Don’t expect too many revelations on the contents soon, though. Durham’s kept his cards close to the vest. We’ll know if and when a grand jury returns an indictment on the basis of these revelations. For now, though, this suggests that Russia’s efforts in 2016 was to delegitimize the results of the election no matter who won — and thanks to Democrats, succeeded beyond their wildest dreams.
That’s not the only narrative changer out this morning.
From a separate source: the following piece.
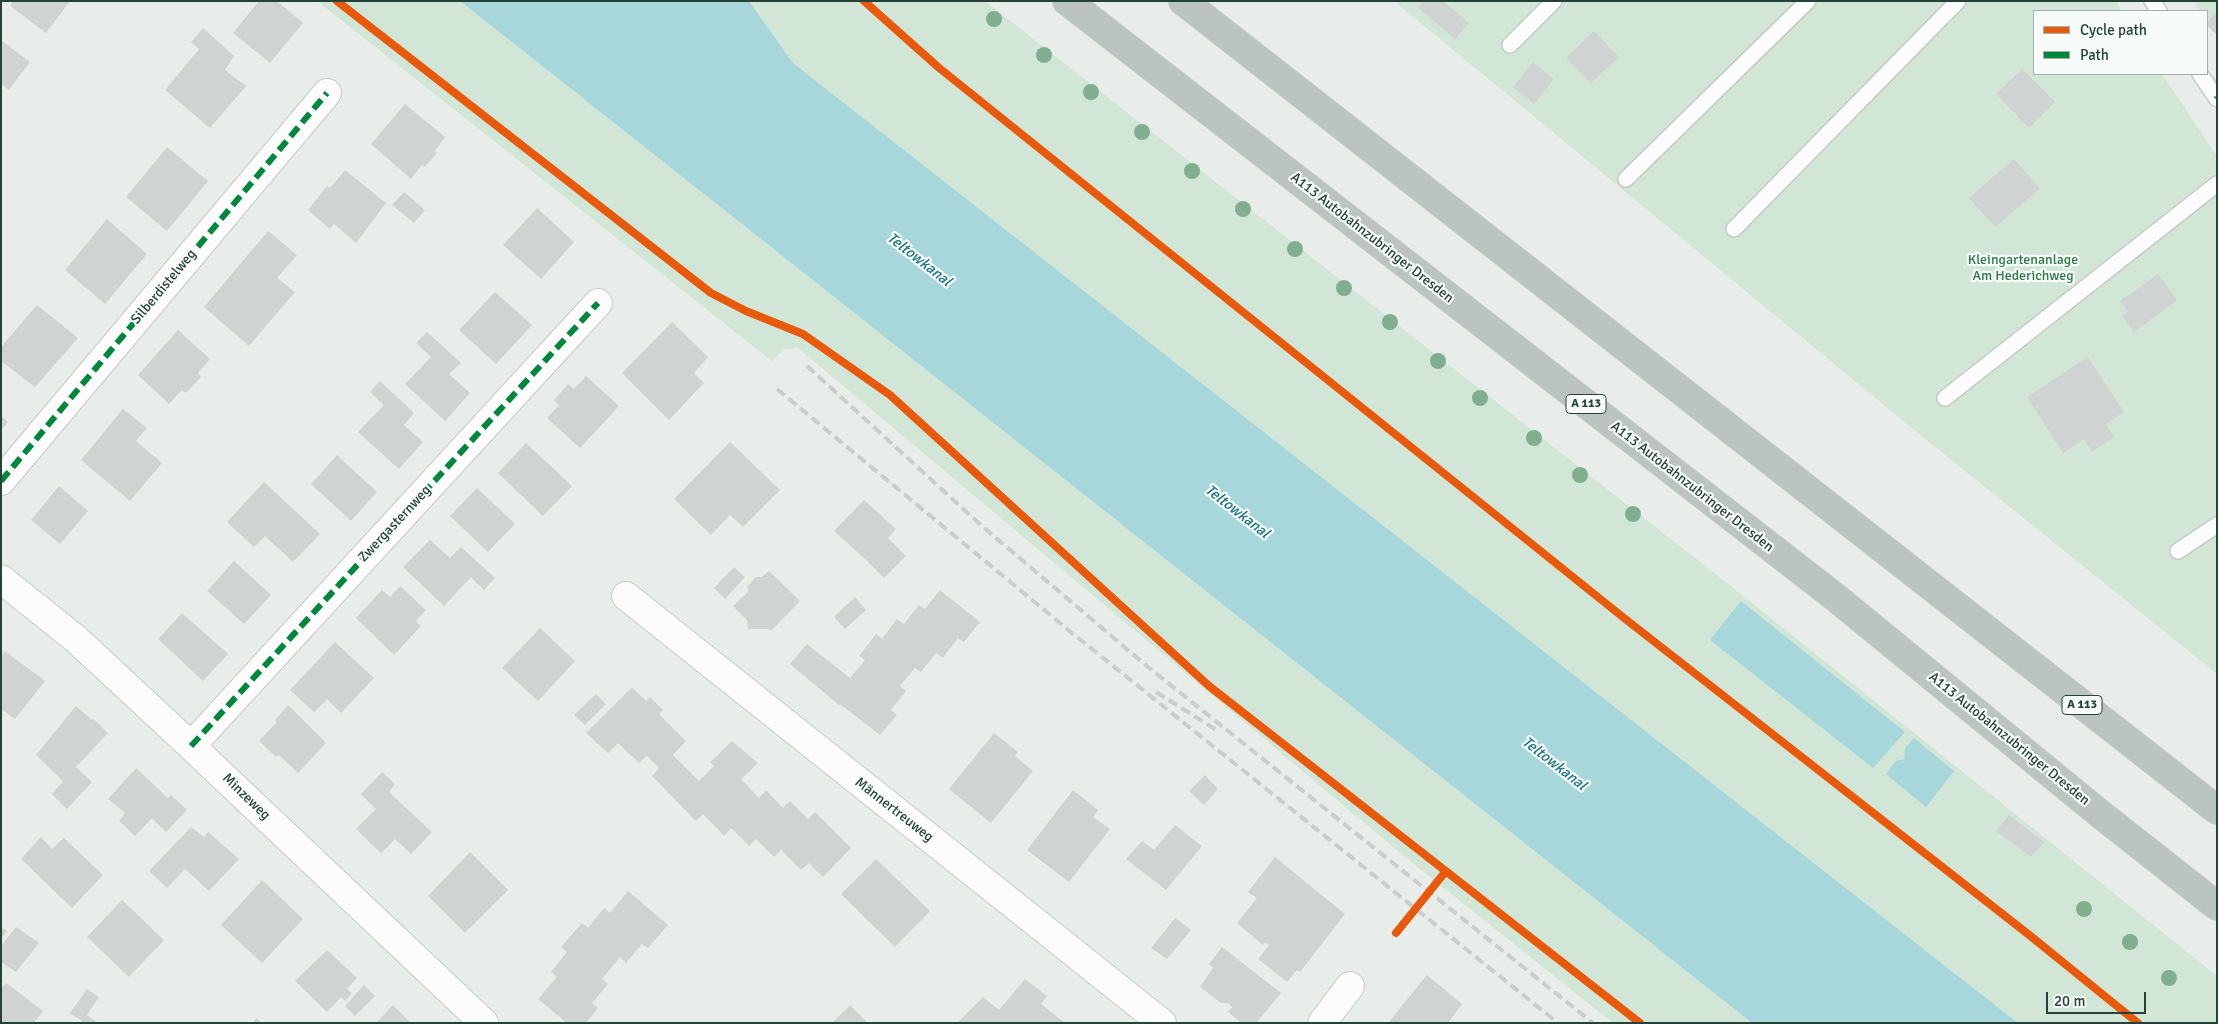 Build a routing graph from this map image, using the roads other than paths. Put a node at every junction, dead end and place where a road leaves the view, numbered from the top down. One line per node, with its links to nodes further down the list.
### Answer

Testimony at the House Intelligence Committee shows that no one ever did verify that it was Russia that hacked the DNC’s servers — not even Crowdstrike, the firm hired by the DNC. Their connections to both Robert Mueller and Hillary Clinton’s campaign are notable too, writes Aaron Maté at RealClearInvestigations:
CrowdStrike, the private cyber-security firm that first accused Russia of hacking Democratic Party emails and served as a critical source for U.S. intelligence officials in the years-long Trump-Russia probe, acknowledged to Congress more than two years ago that it had no concrete evidence that Russian hackers stole emails from the Democratic National Committee’s server. …
Henry personally led the remediation and forensics analysis of the DNC server after being warned of a breach in late April 2016 – he was paid by the DNC, which refused to turn over its serves to the FBI. Asked for the date when alleged Russian hackers stole data from the DNC server, Henry testified that CrowdStrike did not in fact know if such a theft occurred at all: “We did not have concrete evidence that the data was exfiltrated [moved electronically] from the DNC [servers], but we have indicators that it was exfiltrated,” Henry said. …
The firm’s work with the DNC and FBI is also tainted by partisan affiliations. Before joining CrowdStrike, Henry served as executive assistant director at the FBI under Mueller. Co-founder Dmitri Alperovitch is a vocal critic of Vladimir Putin and a senior fellow at the Atlantic Council, the pro-NATO think tank that has consistently promoted an aggressive policy toward Russia. And the newly released testimony confirms that CrowdStrike was hired to investigate the DNC breach by Michael Sussmann of Perkins Coie – the same Democrat law firm that hired Fusion GPS to produce the discredited Steele dossier — which was also treated as central evidence in the investigation. Sussmann played a critical role in generating the Trump-Russia collusion allegation. Ex-British spy and dossier compiler Christopher Steele has testified in British court that Sussmann shared with him the now-debunked Alfa Bank server theory, alleging a clandestine communication channel between the bank and the Trump Organization.
One point on exfiltration: We do have evidence of exfiltration, of course. The DNC e-mails got widely published, so of course the data was exfiltrated at some point, by someone. But it seems we have much less certainty as to who did the intrusion, who did the exfiltration, when it occurred, and whether there were multiple entities involved in the whole process. That also might end up changing a narrative or two down the road.